Influence of the mediating behaviour of Sn according to its particle size on a Ni/yttria-stabilised zirconia porous anode structure in a direct carbon fuel cell
Abstract
Direct carbon fuel cells (DCFCs) are devices that convert the chemical energy of a carbon fuel into electrical energy with high efficiency. Although they can theoretically yield a high efficiency, DCFCs have considerable polarisation resistance, resulting from a solid-state interface between the fuel and anode surface. Here, we have employed Sn nanoparticles (<150 nm in diameter) as an interfacial mediator to reduce the polarisation resistance at the interface, through a liquid phase Sn interlayer which can improve both the mass transfer of the solid carbon fuel and electron transfer.
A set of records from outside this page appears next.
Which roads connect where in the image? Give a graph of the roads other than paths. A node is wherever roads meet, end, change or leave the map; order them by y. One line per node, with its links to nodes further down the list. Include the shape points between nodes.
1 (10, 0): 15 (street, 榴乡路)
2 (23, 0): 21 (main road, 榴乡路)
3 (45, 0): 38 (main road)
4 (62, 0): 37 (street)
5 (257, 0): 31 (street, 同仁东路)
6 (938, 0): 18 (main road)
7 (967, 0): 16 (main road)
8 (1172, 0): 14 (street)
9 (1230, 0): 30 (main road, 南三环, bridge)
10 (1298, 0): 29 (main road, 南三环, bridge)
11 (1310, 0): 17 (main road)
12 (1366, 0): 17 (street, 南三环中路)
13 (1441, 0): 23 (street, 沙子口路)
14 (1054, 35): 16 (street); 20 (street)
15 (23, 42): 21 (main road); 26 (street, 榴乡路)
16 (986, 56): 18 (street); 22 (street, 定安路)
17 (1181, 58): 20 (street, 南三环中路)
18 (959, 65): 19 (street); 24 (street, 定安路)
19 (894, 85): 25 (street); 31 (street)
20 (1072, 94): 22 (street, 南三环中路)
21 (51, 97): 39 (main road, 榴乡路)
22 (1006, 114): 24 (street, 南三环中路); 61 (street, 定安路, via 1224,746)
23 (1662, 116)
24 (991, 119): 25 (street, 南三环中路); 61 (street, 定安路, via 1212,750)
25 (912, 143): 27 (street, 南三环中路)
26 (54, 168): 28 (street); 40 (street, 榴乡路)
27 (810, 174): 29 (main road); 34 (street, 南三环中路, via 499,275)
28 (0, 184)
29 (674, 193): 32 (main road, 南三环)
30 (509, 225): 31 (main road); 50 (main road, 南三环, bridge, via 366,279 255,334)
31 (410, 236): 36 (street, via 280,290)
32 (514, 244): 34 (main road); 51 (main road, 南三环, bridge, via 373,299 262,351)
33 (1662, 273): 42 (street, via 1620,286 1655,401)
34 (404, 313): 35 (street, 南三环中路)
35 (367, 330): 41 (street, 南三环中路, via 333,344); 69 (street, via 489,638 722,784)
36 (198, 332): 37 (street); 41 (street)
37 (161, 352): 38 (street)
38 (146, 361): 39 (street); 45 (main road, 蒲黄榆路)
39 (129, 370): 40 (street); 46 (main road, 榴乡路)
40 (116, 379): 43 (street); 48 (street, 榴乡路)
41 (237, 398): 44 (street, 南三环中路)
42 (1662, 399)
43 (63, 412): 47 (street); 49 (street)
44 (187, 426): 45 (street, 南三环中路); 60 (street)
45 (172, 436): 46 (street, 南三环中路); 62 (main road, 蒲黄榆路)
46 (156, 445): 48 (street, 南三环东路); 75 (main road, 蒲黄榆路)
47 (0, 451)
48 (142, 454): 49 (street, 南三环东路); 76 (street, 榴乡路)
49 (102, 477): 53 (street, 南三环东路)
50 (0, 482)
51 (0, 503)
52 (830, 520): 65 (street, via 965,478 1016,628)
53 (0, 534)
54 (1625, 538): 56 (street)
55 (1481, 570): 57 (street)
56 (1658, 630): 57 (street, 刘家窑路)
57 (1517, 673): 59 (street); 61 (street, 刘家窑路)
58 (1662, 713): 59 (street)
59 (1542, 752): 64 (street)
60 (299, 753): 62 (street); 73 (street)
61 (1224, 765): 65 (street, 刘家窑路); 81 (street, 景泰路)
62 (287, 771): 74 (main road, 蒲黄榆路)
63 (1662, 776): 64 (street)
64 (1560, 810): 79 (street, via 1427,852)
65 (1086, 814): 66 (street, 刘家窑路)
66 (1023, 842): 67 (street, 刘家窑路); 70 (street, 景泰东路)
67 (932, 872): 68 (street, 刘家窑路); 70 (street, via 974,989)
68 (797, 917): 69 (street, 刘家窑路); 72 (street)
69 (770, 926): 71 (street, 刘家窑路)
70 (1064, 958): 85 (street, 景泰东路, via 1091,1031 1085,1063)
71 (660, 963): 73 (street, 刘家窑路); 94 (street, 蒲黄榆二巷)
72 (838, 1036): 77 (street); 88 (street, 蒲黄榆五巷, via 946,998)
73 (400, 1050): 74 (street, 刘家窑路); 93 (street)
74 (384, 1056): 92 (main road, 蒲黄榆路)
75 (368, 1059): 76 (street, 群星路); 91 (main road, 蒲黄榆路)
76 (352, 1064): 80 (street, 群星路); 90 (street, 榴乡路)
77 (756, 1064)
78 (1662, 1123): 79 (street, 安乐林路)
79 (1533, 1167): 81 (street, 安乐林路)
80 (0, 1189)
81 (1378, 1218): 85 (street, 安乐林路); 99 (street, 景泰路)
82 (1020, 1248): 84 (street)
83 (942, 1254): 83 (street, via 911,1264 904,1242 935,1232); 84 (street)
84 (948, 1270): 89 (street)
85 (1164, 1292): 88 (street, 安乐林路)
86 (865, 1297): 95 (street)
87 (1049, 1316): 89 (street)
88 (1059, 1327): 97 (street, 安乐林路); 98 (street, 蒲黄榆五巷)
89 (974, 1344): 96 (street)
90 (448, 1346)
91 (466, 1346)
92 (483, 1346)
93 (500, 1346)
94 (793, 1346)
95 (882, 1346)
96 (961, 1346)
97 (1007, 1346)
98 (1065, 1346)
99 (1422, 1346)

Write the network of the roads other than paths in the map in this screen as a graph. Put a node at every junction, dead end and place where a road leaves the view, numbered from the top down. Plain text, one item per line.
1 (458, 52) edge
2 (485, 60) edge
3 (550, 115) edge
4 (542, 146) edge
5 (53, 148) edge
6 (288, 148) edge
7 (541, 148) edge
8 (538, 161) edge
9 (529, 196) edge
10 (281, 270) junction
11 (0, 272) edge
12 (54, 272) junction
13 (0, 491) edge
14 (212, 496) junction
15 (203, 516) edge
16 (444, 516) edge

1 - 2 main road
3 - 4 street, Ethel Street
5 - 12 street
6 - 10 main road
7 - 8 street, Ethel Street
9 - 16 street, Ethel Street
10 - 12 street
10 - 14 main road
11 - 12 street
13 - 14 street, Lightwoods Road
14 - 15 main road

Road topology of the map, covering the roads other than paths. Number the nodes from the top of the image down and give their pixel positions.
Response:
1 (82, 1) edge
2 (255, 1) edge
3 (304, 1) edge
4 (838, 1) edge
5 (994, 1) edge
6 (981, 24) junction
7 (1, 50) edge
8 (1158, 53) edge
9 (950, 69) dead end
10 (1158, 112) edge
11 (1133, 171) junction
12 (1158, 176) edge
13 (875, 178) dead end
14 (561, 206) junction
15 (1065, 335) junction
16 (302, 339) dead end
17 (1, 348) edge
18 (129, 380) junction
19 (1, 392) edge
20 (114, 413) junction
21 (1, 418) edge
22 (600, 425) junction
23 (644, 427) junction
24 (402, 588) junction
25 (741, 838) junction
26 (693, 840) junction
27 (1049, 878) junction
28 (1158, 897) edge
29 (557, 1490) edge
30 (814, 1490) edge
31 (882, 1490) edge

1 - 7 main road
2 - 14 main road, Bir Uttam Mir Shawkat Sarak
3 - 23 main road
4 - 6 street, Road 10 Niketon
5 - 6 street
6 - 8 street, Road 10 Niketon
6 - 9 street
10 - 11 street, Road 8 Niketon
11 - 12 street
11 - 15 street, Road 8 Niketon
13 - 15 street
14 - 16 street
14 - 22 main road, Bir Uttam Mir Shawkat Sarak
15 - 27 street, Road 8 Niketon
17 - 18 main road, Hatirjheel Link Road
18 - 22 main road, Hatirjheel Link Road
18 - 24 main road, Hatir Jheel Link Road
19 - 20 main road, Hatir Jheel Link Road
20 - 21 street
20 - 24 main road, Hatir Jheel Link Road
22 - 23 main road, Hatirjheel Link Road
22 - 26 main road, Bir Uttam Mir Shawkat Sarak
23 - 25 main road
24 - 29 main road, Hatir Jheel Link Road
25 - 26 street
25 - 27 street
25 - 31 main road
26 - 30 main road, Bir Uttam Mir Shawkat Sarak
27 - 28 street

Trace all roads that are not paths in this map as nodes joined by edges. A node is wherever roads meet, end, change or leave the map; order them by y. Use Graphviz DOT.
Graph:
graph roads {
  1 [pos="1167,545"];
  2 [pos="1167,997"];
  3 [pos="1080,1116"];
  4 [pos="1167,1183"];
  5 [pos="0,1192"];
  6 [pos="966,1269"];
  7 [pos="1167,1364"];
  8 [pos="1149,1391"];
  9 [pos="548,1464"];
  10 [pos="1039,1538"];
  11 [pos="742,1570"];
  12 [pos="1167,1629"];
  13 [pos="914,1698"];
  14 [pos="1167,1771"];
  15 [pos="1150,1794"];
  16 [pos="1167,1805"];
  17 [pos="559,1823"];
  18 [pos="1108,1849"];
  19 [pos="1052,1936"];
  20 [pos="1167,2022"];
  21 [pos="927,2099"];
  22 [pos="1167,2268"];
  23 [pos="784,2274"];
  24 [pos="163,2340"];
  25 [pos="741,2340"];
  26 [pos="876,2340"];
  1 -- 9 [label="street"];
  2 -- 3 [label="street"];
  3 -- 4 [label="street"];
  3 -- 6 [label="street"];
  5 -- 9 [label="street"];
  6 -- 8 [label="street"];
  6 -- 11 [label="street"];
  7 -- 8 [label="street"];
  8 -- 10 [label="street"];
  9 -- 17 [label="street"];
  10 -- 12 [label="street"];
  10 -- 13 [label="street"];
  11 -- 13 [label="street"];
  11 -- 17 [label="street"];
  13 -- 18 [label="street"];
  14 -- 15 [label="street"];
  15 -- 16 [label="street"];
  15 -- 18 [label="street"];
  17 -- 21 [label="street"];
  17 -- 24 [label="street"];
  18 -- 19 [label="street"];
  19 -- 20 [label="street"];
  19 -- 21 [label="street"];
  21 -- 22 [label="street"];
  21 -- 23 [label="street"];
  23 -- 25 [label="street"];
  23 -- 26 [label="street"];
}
We previously found that, when using Sn microparticles (>150 μm in diameter), an interfacial resistance became alleviated with the aid of liquid-state Sn; however, the Sn microparticles tended to accumulate on the anode surface because the Sn microparticles hardly permeated into the submicron anode structure. As a result, we chose Sn nanoparticles to demonstrate the effect of the size of Sn on mediation of the Ni/YSZ (Ni/Yttria-Stabilised Zirconia) surface in this study. Unlike microparticles, the nanoparticles were observed to more deeply permeate into the Ni/YSZ pores without accumulation. Nevertheless, Sn nanoparticles are more prone to oxidation, resulting in an ionically and electronically insulating material. Therefore, the power performance of Sn nanoparticle-mounted DCFCs is, in general, lower than that of Sn microparticle-mounted DCFCs. In addition, we found that there are two possible mediation mechanisms: one is physical mediation by improving both the mass transfer and electron transfer, and the other is a Sn redox looping cycle.